Por Maria Teresa Cruz
Da Ponte jornalismo
A PFDC (Procuradoria Federal dos Direitos do Cidadão) entrou com pedido de ação para o fim das revistas vexatórias em estabelecimentos prisionais e socioeducativos. O documento foi entregue na terça-feira (4/7) para o procurador geral da República, Rodrigo Janot.
No texto, o órgão do Ministério Público Federal afirma que a prática fere a constituição porque viola a dignidade humana. “A prática expõe as pessoas que vão visitar os parentes presos a uma ausência de direitos. Essa exposição do corpo, essa determinação de alguns exercícios, como o agachamento, são extremamente agressivos, especialmente porque estão em espaços policiais, espaços predominantemente masculinos. A outra dimensão imposta é que esse tipo de constrangimento acaba por afastar a família do próprio preso e isso prejudica o processo de ressocialização que deveria ser um dos objetivos da pena”, explica a procuradora federal Deborah Duprat. “A prática é também condenada internamente. O Conselho Nacional de Política Criminal e Penitenciária já se manifestou nesse sentido, assim como o Conselho Nacional de Justiça”, afirma a procuradora.
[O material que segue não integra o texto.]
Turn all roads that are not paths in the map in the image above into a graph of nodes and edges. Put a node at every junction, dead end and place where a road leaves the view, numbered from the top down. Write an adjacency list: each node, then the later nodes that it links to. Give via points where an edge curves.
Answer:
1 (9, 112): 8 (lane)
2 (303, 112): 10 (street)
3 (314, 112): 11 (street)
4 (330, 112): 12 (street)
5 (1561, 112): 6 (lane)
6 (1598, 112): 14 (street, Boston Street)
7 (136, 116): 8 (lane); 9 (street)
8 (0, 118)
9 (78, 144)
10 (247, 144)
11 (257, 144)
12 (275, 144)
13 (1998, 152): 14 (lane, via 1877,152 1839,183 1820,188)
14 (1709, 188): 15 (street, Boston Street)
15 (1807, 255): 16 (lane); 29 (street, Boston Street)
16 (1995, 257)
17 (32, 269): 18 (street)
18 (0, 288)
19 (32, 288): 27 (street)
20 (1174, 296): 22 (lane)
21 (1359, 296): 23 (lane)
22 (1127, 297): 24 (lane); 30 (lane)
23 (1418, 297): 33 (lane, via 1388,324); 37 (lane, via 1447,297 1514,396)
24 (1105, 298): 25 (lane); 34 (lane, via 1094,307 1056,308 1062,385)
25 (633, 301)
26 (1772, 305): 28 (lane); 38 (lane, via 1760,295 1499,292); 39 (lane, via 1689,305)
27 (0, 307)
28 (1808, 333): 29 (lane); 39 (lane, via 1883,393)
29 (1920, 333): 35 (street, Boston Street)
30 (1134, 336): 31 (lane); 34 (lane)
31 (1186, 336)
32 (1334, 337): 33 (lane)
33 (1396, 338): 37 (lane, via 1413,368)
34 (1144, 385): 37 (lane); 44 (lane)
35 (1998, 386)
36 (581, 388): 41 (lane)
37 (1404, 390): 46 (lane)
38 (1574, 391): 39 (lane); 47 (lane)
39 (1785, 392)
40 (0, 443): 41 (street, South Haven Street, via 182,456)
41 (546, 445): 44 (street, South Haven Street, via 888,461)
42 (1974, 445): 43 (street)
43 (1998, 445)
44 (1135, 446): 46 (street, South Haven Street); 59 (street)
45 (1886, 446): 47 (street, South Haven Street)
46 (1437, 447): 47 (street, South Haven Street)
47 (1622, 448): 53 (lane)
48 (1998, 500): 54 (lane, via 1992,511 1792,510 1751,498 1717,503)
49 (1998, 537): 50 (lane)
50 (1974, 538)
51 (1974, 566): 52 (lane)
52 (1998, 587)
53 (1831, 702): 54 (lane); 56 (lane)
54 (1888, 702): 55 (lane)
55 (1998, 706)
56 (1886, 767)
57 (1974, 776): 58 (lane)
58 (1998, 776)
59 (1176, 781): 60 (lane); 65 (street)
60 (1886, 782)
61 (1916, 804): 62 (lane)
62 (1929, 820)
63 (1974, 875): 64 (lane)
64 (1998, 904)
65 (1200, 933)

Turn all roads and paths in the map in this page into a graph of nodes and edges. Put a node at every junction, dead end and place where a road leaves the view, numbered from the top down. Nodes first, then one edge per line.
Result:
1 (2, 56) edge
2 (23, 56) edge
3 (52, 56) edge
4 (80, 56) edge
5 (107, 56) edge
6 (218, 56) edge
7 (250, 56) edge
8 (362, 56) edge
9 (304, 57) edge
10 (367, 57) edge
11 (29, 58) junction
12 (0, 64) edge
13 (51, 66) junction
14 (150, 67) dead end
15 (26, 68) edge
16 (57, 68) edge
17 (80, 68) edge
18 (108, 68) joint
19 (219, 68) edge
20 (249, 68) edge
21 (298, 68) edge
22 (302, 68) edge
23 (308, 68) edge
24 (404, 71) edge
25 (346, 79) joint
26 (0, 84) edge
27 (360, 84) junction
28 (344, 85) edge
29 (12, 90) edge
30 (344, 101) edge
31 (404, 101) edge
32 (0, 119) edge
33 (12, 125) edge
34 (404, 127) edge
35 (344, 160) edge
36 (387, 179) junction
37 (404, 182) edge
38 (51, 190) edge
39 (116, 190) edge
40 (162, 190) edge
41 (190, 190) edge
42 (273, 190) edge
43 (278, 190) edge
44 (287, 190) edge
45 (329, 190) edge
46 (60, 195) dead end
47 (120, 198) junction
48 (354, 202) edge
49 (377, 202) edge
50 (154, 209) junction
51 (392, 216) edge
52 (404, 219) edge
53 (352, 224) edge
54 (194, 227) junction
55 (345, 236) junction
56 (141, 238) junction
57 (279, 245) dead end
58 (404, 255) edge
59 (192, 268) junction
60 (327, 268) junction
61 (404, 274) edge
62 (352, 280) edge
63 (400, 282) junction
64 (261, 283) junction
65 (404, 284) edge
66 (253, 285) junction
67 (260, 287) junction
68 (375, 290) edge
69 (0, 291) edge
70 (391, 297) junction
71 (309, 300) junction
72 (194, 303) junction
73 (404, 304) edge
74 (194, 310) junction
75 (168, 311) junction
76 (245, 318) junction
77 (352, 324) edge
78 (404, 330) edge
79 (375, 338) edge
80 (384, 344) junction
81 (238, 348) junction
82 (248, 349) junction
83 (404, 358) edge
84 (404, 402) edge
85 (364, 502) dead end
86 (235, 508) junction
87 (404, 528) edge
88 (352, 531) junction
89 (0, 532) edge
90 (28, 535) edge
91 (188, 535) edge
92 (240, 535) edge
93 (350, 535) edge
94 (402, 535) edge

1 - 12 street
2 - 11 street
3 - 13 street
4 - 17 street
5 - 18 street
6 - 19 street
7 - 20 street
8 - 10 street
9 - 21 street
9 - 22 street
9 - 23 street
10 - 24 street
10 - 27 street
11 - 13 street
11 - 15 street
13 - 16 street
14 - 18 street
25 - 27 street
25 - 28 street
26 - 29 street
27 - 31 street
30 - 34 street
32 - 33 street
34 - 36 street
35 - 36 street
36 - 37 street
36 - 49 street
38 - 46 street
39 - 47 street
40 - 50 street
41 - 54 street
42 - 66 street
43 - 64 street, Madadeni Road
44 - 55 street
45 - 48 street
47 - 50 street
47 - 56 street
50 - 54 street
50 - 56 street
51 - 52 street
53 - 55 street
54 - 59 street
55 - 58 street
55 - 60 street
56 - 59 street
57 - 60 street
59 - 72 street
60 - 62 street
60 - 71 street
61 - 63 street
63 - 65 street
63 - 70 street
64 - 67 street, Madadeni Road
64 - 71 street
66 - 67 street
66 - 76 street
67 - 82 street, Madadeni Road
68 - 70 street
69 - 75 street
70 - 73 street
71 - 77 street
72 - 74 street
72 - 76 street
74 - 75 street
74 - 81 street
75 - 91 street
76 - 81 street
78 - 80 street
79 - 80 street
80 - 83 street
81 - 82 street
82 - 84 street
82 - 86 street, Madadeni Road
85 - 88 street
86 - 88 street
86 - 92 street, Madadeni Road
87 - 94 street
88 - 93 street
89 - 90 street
Deborah lembra que estados como São Paulo, Rio Grande do Sul, Minas Gerais, Rio de Janeiro e Goiás contam com leis que buscam inibir a prática e “há relatórios de organismos internacionais, incluindo da OEA, mas nada mudou”, disse.
A expectativa é que o procurador geral da República acate o pedido da PFDC e remeta o tema ao STF. Mas, segundo Duprat, não há previsão para que isso aconteça. “Nós temos, por exemplo, nos aeroportos, o risco de entrada de substâncias ilegais e há os scanners para isso. Isso implica investimento.
Mas a gente não pode, sob a alegação de não ter recurso, naturalizar essa prática como necessária ou recomendável. É uma prática abjeta. E não faz sentido. Sugerimos na ação como medida provisória a revista nas celas, por exemplo”, afirma Deborah Duprat. “A partir de várias pesquisas, as revistas nas celas tem se mostrado muito mais eficazes”.
A alegação para quem ainda defende a revista vexatória é a entrada de materiais como celulares e drogas pelos familiares. Mas a tese é infundada. Um levantamento realizado em 2016 pela Rede de Justiça Criminal identifica que um percentual muito pequeno de objetos proibidos é apreendido durante as revistas vexatórias. No estado de São Paulo, por exemplo, apenas 0,03% das revistas íntimas geraram apreensão desse tipo de material.
Caso antigo
Em abril de 2014, a Rede de Justiça Criminal, com o apoio do Núcleo Especializado em Situação Carcerária da Defensoria Pública de São Paulo, lançou a campanha Fim da Revista Vexatória, com depoimentos e dramatizações de histórias reais de parentes que sofreram violações em dias de visita em presídios. O tema acabou se internacionalizando e recebeu atenção da Corte Interamericana de Direitos da OEA (Organização dos Estados Americanos), que, à época, manifestou oficialmente o repúdio à prática, como bem salientou a procuradora federal Deborah Duprat, autora da ação de inconstitucionalidade.
Na época, a campanha promovia um abaixo-assinado para pressionar o então presidente do Senado Federal, Renan Calheiros (PMDB), a apressar a votação do projeto de lei 7.764/2014, de autoria da senadora Ana Rita (PT), que previa justamente o fim imediato das revistas vexatórias e propunha uma série de medidas a serem cumpridas em âmbito nacional, entre elas a colocação de aparelhos de scanner e raio-x e, no caso da necessidade da revista manual, que ela fosse realizada em sala separada e na presença de outras duas testemunhas. Proibia também o desnudamento da pessoa, ainda que sob suspeição. Ana Rita não é mais senadora, Renan Calheiros não é mais presidente do Senado e o PL ainda não foi votado.
A última tramitação do projeto aconteceu no dia 28 de junho de 2017, com a votação da parlamentar Laura Carneiro (PMDB) na CSPCCO (Comissão de Segurança Pública e Combate ao Crime Organizado) da Câmara, incluindo alguns pontos e liberando para votação das duas casas.
Uma reunião extraordinária para uma última deliberação sobre o texto do PL estava marcada para quarta-feira (5/7), mas foi cancelada pela ausência do deputado federal João Campos (PRB), da bancada evangélica, que é o relator. Caso a deliberação tivesse ocorrido ontem, o texto poderia ser votado.
A Ponte Jornalismo procurou o deputado federal João Campos e questionou, por escrito, as razões da ausência do relator, o que ele pensa sobre o projeto e qual a expectativa para as votações, mas até o momento não obteve resposta.